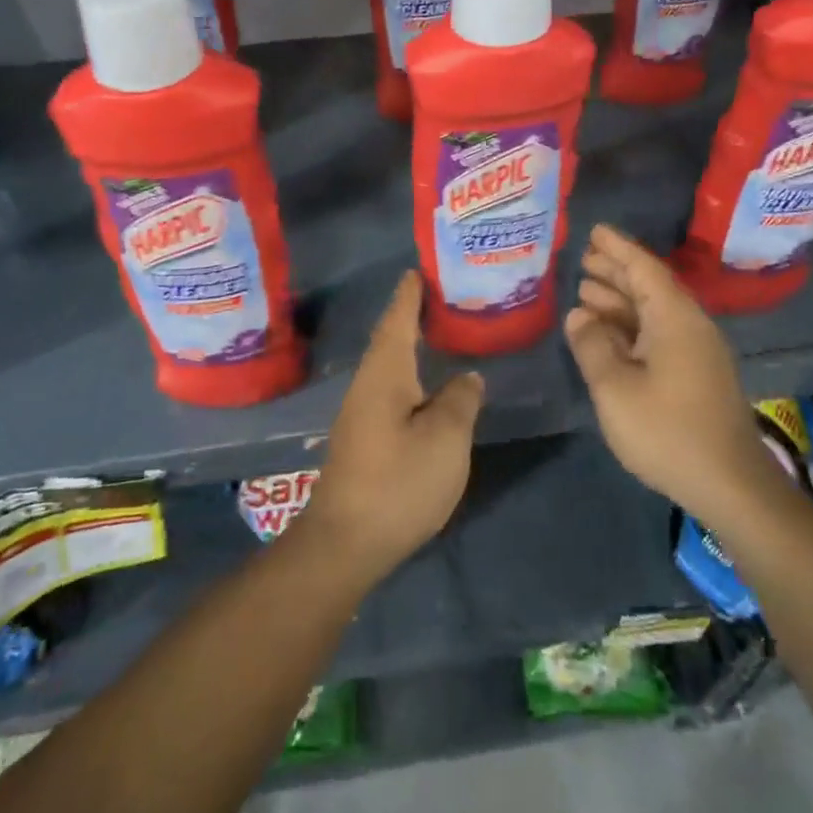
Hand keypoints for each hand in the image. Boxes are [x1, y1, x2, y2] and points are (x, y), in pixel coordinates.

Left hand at [300, 271, 484, 584]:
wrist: (345, 542)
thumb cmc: (398, 482)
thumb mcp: (445, 439)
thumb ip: (460, 401)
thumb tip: (467, 377)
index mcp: (385, 373)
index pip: (398, 319)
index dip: (410, 294)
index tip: (420, 270)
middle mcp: (368, 384)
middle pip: (390, 339)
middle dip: (410, 315)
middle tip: (439, 296)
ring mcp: (361, 412)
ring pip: (389, 366)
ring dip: (409, 344)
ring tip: (437, 333)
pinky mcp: (363, 438)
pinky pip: (389, 388)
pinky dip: (409, 374)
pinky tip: (426, 386)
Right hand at [564, 225, 779, 523]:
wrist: (731, 485)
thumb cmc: (668, 431)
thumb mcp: (615, 388)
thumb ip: (592, 345)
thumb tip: (579, 315)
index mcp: (675, 318)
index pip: (644, 268)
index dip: (618, 248)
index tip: (594, 230)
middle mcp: (689, 326)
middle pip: (650, 286)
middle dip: (616, 270)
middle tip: (583, 257)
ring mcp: (696, 351)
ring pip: (654, 312)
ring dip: (621, 299)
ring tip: (586, 289)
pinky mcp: (696, 374)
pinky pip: (658, 333)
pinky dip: (630, 325)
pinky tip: (607, 332)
★ ★ ★ ★ ★
Prompt: Output all entries unchanged; skip the pictures.

Your solution:
Hand keypoints for each hand in the image. Boxes are [x1, y1, x2, y2] and points are (x, y), in pixel coordinates.

Left hand at [300, 271, 484, 584]:
wrist: (345, 542)
thumb cmc: (398, 482)
thumb mcp: (445, 439)
thumb ip: (460, 401)
thumb tip: (467, 377)
index mcp: (385, 373)
index pip: (398, 319)
index dip: (410, 294)
index tip: (420, 270)
middle mcp: (368, 384)
middle pip: (390, 339)
middle dip: (410, 315)
middle tip: (439, 296)
ring mcp: (361, 412)
ring pip: (389, 366)
ring dip: (409, 344)
ring tip: (437, 333)
pinky mcp: (363, 438)
pinky pip: (389, 388)
pinky dip: (409, 374)
pinky tip: (426, 386)
Right hand at [564, 225, 779, 523]:
wrist: (731, 485)
thumb cmc: (668, 431)
thumb mcp: (615, 388)
thumb ip: (592, 345)
thumb tip: (579, 315)
index mcp: (675, 318)
index pip: (644, 268)
index dip: (618, 248)
index tip: (594, 230)
middle mcp: (689, 326)
middle pip: (650, 286)
middle dip: (616, 270)
middle tip: (583, 257)
ring mcp: (696, 351)
ring pip: (654, 312)
ring dip: (621, 299)
ring tip: (586, 289)
pinky mcp: (696, 374)
pinky pip: (658, 333)
pinky dip: (630, 325)
pinky tip: (607, 332)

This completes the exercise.